## Goal of the exercise
Pull every line with "Knox" from the material.

## Given records

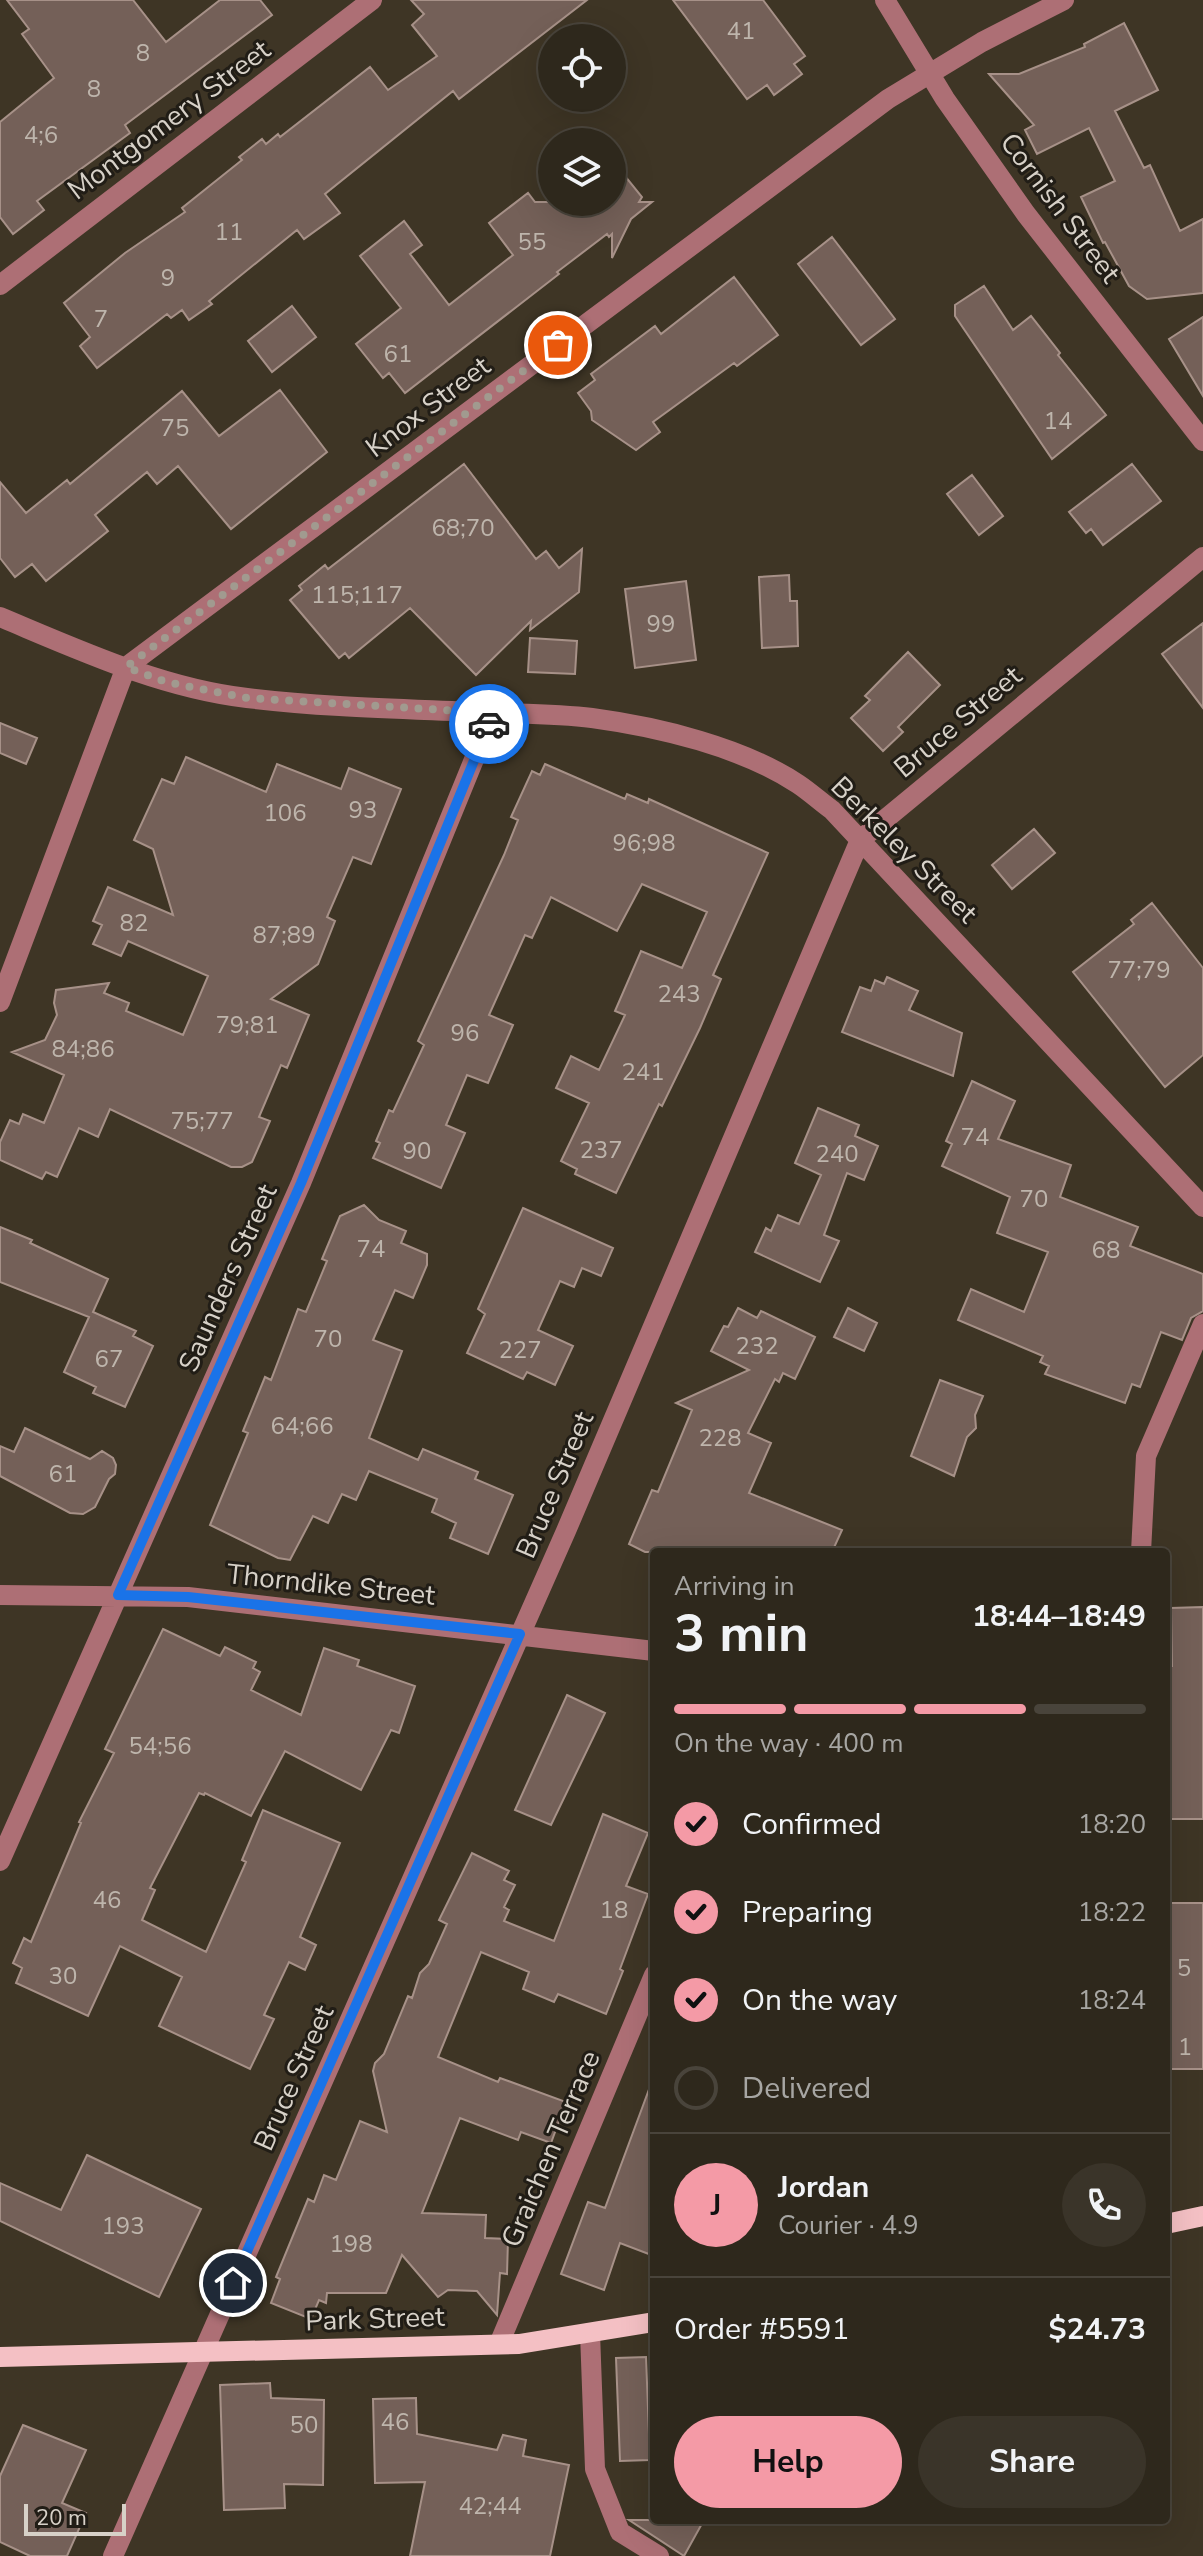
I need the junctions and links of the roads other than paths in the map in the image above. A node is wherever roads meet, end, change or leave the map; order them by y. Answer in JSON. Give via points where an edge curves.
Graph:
{"nodes":[{"id":1,"x":372,"y":0,"type":"edge"},
{"id":2,"x":885,"y":0,"type":"edge"},
{"id":3,"x":1064,"y":0,"type":"edge"},
{"id":4,"x":929,"y":74,"type":"junction"},
{"id":5,"x":0,"y":285,"type":"edge"},
{"id":6,"x":1203,"y":441,"type":"edge"},
{"id":7,"x":1203,"y":557,"type":"edge"},
{"id":8,"x":0,"y":617,"type":"edge"},
{"id":9,"x":126,"y":667,"type":"junction"},
{"id":10,"x":493,"y":713,"type":"junction"},
{"id":11,"x":860,"y":840,"type":"junction"},
{"id":12,"x":0,"y":1002,"type":"edge"},
{"id":13,"x":1203,"y":1207,"type":"edge"},
{"id":14,"x":1203,"y":1324,"type":"edge"},
{"id":15,"x":1141,"y":1548,"type":"edge"},
{"id":16,"x":0,"y":1595,"type":"edge"},
{"id":17,"x":118,"y":1595,"type":"junction"},
{"id":18,"x":520,"y":1634,"type":"junction"},
{"id":19,"x":650,"y":1650,"type":"edge"},
{"id":20,"x":0,"y":1861,"type":"edge"},
{"id":21,"x":650,"y":1985,"type":"edge"},
{"id":22,"x":1203,"y":2216,"type":"edge"},
{"id":23,"x":1170,"y":2223,"type":"edge"},
{"id":24,"x":650,"y":2323,"type":"edge"},
{"id":25,"x":590,"y":2333,"type":"junction"},
{"id":26,"x":499,"y":2344,"type":"junction"},
{"id":27,"x":204,"y":2351,"type":"junction"},
{"id":28,"x":0,"y":2357,"type":"edge"},
{"id":29,"x":113,"y":2556,"type":"edge"},
{"id":30,"x":659,"y":2556,"type":"edge"}],
"edges":[{"from":1,"to":5,"type":"street","name":"Montgomery Street"},
{"from":2,"to":4,"type":"street","name":"Cornish Street"},
{"from":3,"to":4,"type":"street","name":"Knox Street"},
{"from":4,"to":6,"type":"street","name":"Cornish Street","via":[[1026,214]]},
{"from":4,"to":9,"type":"street","name":"Knox Street","via":[[888,99]]},
{"from":7,"to":11,"type":"street","name":"Bruce Street"},
{"from":8,"to":9,"type":"street","name":"Berkeley Street"},
{"from":9,"to":10,"type":"street","name":"Berkeley Street","via":[[166,682],[247,698]]},
{"from":9,"to":12,"type":"street"},
{"from":10,"to":11,"type":"street","name":"Berkeley Street","via":[[602,719],[722,748],[797,783]]},
{"from":10,"to":17,"type":"street","name":"Saunders Street","via":[[301,1183]]},
{"from":11,"to":13,"type":"street","name":"Berkeley Street"},
{"from":11,"to":18,"type":"street","name":"Bruce Street"},
{"from":14,"to":15,"type":"street","via":[[1146,1456]]},
{"from":16,"to":17,"type":"street","name":"Thorndike Street"},
{"from":17,"to":18,"type":"street","name":"Thorndike Street","via":[[188,1597]]},
{"from":17,"to":20,"type":"street","name":"Saunders Street"},
{"from":18,"to":19,"type":"street","name":"Thorndike Street"},
{"from":18,"to":27,"type":"street","name":"Bruce Street"},
{"from":21,"to":26,"type":"street","name":"Graichen Terrace"},
{"from":22,"to":23,"type":"main road"},
{"from":24,"to":25,"type":"main road","name":"Park Street"},
{"from":25,"to":26,"type":"main road","name":"Park Street"},
{"from":25,"to":30,"type":"street","via":[[595,2469],[620,2532]]},
{"from":26,"to":27,"type":"main road","name":"Park Street"},
{"from":27,"to":28,"type":"main road","name":"Park Street"},
{"from":27,"to":29,"type":"street","name":"Bruce Street"}]}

## Answer box
{"from":3,"to":4,"type":"street","name":"Knox Street"},
{"from":4,"to":9,"type":"street","name":"Knox Street","via":[[888,99]]},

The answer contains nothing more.